** Opening Given data block **

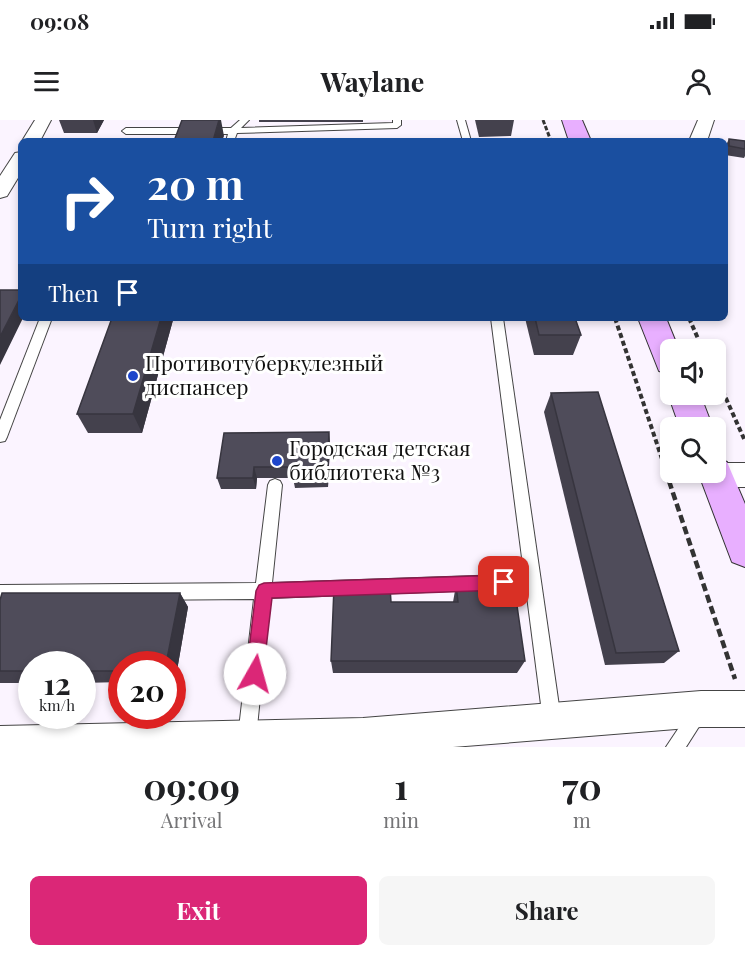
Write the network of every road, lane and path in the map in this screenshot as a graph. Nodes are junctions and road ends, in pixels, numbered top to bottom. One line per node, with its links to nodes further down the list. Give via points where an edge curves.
1 (43, 120): 11 (street)
2 (131, 120): 9 (lane)
3 (245, 120): 10 (lane)
4 (398, 120): 10 (lane, via 397,126)
5 (461, 120): 14 (lane)
6 (543, 120): 15 (path)
7 (572, 120): 16 (main road)
8 (706, 120): 17 (street)
9 (126, 131): 10 (lane); 12 (lane)
10 (232, 131): 13 (lane)
11 (33, 138)
12 (123, 138)
13 (231, 138)
14 (466, 138)
15 (550, 138)
16 (579, 138)
17 (699, 138)
18 (18, 162): 19 (street)
19 (0, 192)
20 (45, 321): 28 (lane)
21 (497, 321): 38 (lane)
22 (616, 321): 36 (path)
23 (653, 321): 25 (main road)
24 (690, 321): 26 (path)
25 (660, 339)
26 (699, 339)
27 (726, 398): 29 (path)
28 (0, 437)
29 (745, 441)
30 (726, 474): 32 (main road)
31 (275, 484): 34 (lane)
32 (745, 550)
33 (504, 582): 34 (lane)
34 (264, 591): 35 (lane); 39 (lane)
35 (0, 593)
36 (741, 698): 37 (street)
37 (701, 709): 38 (street); 42 (lane)
38 (552, 721): 40 (street)
39 (247, 737): 40 (street); 41 (street)
40 (364, 742)
41 (0, 744)
42 (675, 747)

** Closing Given data block **

Activity:
Restate the data word for word and exclude every picture.

Result of the task:
Write the network of every road, lane and path in the map in this screenshot as a graph. Nodes are junctions and road ends, in pixels, numbered top to bottom. One line per node, with its links to nodes further down the list. Give via points where an edge curves.
1 (43, 120): 11 (street)
2 (131, 120): 9 (lane)
3 (245, 120): 10 (lane)
4 (398, 120): 10 (lane, via 397,126)
5 (461, 120): 14 (lane)
6 (543, 120): 15 (path)
7 (572, 120): 16 (main road)
8 (706, 120): 17 (street)
9 (126, 131): 10 (lane); 12 (lane)
10 (232, 131): 13 (lane)
11 (33, 138)
12 (123, 138)
13 (231, 138)
14 (466, 138)
15 (550, 138)
16 (579, 138)
17 (699, 138)
18 (18, 162): 19 (street)
19 (0, 192)
20 (45, 321): 28 (lane)
21 (497, 321): 38 (lane)
22 (616, 321): 36 (path)
23 (653, 321): 25 (main road)
24 (690, 321): 26 (path)
25 (660, 339)
26 (699, 339)
27 (726, 398): 29 (path)
28 (0, 437)
29 (745, 441)
30 (726, 474): 32 (main road)
31 (275, 484): 34 (lane)
32 (745, 550)
33 (504, 582): 34 (lane)
34 (264, 591): 35 (lane); 39 (lane)
35 (0, 593)
36 (741, 698): 37 (street)
37 (701, 709): 38 (street); 42 (lane)
38 (552, 721): 40 (street)
39 (247, 737): 40 (street); 41 (street)
40 (364, 742)
41 (0, 744)
42 (675, 747)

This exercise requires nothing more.